= Beginning of Section =

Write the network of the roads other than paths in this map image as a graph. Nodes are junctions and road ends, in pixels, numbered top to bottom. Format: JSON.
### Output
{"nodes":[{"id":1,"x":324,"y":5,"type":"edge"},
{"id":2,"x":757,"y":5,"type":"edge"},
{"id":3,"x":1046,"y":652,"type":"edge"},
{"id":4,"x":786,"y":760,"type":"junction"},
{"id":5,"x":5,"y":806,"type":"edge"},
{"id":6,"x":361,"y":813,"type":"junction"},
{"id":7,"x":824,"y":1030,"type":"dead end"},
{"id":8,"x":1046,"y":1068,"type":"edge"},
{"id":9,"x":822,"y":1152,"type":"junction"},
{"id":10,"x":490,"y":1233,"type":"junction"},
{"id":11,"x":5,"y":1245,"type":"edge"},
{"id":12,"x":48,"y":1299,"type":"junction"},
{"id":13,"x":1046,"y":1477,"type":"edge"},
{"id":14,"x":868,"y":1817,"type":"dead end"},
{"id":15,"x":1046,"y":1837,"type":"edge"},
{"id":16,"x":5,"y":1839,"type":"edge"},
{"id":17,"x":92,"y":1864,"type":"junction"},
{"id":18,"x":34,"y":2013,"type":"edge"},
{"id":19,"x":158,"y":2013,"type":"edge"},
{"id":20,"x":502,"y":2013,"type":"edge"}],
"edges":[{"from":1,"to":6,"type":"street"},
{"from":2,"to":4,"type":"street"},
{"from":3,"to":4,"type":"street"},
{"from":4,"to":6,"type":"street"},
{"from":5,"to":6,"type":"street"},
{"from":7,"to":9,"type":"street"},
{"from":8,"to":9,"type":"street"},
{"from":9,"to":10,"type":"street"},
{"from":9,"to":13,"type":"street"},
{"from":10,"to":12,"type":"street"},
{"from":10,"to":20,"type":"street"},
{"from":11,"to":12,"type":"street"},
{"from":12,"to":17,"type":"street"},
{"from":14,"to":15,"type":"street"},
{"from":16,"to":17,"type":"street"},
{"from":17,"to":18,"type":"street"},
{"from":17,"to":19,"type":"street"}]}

= End of Section =

### Directions
Using the material, show each line where the string "dead" can be found.

### Solution to the problem
{"id":7,"x":824,"y":1030,"type":"dead end"},
{"id":14,"x":868,"y":1817,"type":"dead end"},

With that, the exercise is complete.